In the 17th Century, English clergyman and poet John Donne, wrote:
No man is an Island, entire of itself;
every man is a piece of the Continent, a part of the main;
if a clod be washed away by the sea, Europe is the less, as well as if a promontory were, as well as if a manor of thy friends or of thine own were;
any man’s death diminishes me, because I am involved in Mankind;
And therefore never send to know for whom the bell tolls; It tolls for thee.
Unfortunately, as a species, human beings often forget how much we need each other, choosing instead to believe that self preservation is the highest goal, and self-reliance is to be lauded over all other traits. While the internet and social media give the appearance of connection, in reality, they often exacerbate isolation by giving a false sense of community without face to face human interaction. It is sadly too common to observe most people in a social setting interacting with their phones, rather than directly engaging with the human beings around them.
While I regularly work hard to build community, I confess that I also pride myself in self-sufficiency, and I certainly utilize social media on a regular basis. Indeed, I work for myself, without any assistance from any employees. Yet, from time to time, I am vividly reminded on a very practical level, how much I need the help and support of others.
My wife, Sheryl, and I are fortunate to own a beautiful piece of land in central Wisconsin, on Goose Lake, much of which is full of old growth oak forest. After camping there for many years, we used our savings to build ourselves a lovely vacation home. Since it is in a forest, and trees are naturally dying on a regular basis, we use a wood stove to heat our home when we stay there. However, trees do not magically cut themselves up into fire wood. While I certainly cut, split and haul plenty of wood on my own, occasionally, the task in front of me is simply too great and I need help.

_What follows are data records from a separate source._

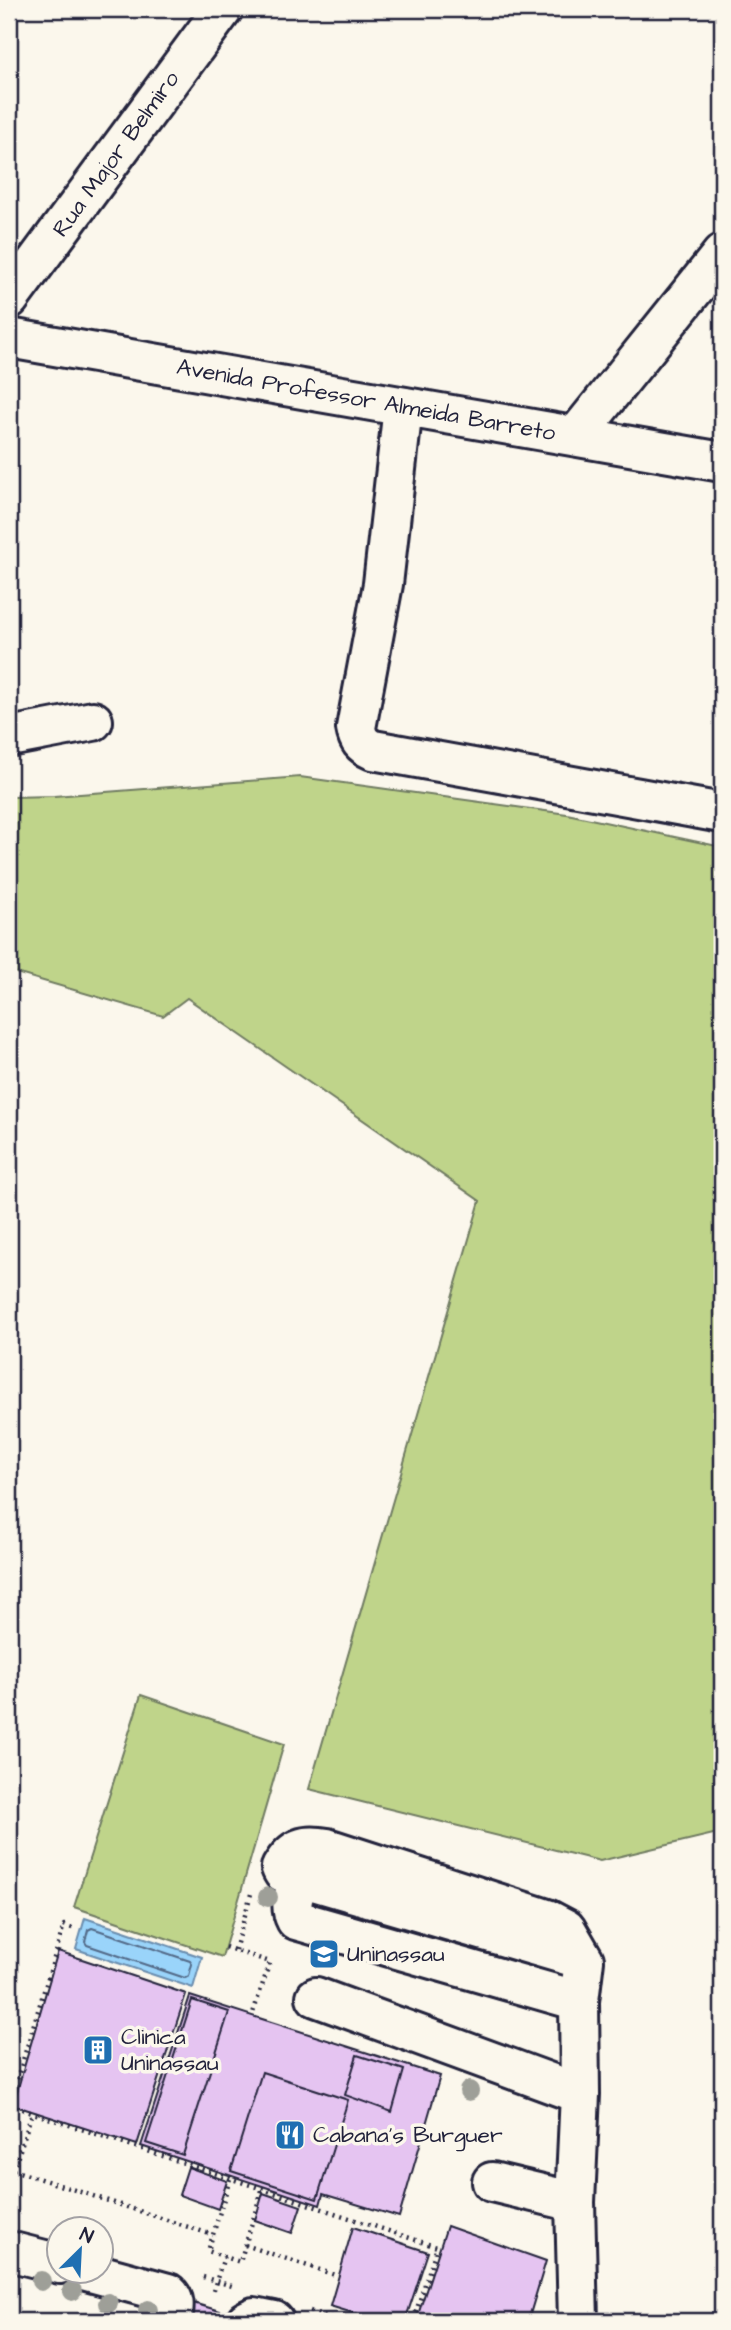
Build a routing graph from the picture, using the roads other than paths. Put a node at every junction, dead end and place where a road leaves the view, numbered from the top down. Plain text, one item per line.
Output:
1 (223, 9) edge
2 (722, 254) edge
3 (9, 299) edge
4 (9, 338) edge
5 (403, 407) junction
6 (576, 436) junction
7 (722, 461) edge
8 (93, 721) dead end
9 (9, 737) edge
10 (722, 813) edge
11 (316, 1997) dead end
12 (579, 2001) junction
13 (580, 2094) junction
14 (492, 2182) dead end
15 (575, 2202) junction
16 (9, 2251) edge
17 (46, 2260) edge
18 (116, 2279) edge
19 (244, 2305) edge
20 (289, 2315) edge
21 (172, 2321) edge
22 (578, 2321) edge

1 - 3 street, Rua Major Belmiro
2 - 6 street
4 - 5 street, Avenida Professor Almeida Barreto
5 - 6 street, Avenida Professor Almeida Barreto
5 - 10 street
6 - 7 street, Avenida Professor Almeida Barreto
8 - 9 street
11 - 13 street
12 - 12 street
12 - 13 street
13 - 15 street
14 - 15 street
15 - 22 street
16 - 17 street
18 - 21 street
19 - 20 street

With winter approaching, and indeed this fall setting both snow and cold records, I knew that the firewood that I had leftover from last year was dwindling. So, I called on some friends to help me out yesterday. A few years ago, I hired someone to take down a dead 125 year old oak near our house to prevent the possibility that it might fall on our house. As it fell, it took down a nearby 85 year old oak. He agreed to cut it up into wood stove size logs, but he did not split it.
Two years ago, I rented a hydraulic log splitter for the first time, and three friends who were visiting from out of town, helped me split about 2/3 of the two trees. It took most of the weekend, and there is no question that I could not have split all that wood on my own. In fact, the logs at the base of the tree were so large, that it took 2-3 of us to roll some of them over to the splitter.
So, this year, I knew I needed help once again. One of my best friends, Greg, often spends the weekend with us at Goose Lake and he planned to do so this weekend. I asked him if he would help, and he agreed. But, I knew I needed two other helpers. My wife had previously mentioned that she has a friend, Judy, who loves to cut wood, so she asked her if she could help, and Judy said that both she and her husband Billy, whom we had never met, would help us on Sunday.
Before Judy and Billy arrived, I went to go pick up the splitter from the hardware store. They had arrived by the time I returned, and along with Greg, they were ready to help.
As you can see from this picture, taken when only a few large logs remained to be split, we were all pretty exhausted, from hauling wood and rolling those large logs to the splitter. I think I am the only one smiling, because though sore and exhausted, I was so pleased to have this help from my friends: old and new.
We worked efficiently, with each person taking on a role that suited their abilities, and teaming up when necessary for the heavier work. My friends took breaks when they needed to, but never gave up, despite sore muscles and cold and wet hands from the snow that soaked through all of our gloves.
Sheryl prepared a fantastic spread for lunch and then I finished stacking the rest of the wood, which I am sure will last us through the winter.
I know that my body is quite sore today, so I assume that Greg, Judy and Billy are sore as well, from hours of rolling, lifting, and stacking all that wood. That soreness is my body’s reminder that I could not have gotten this job done without the help of my generous friends, as well as my wife, who cooked up a storm to replenish all those calories we burned. That soreness is also a reminder that none of us can survive without the help of neighbors, friends, co-workers and family. When we help each other out, we all do better, because no one is an island.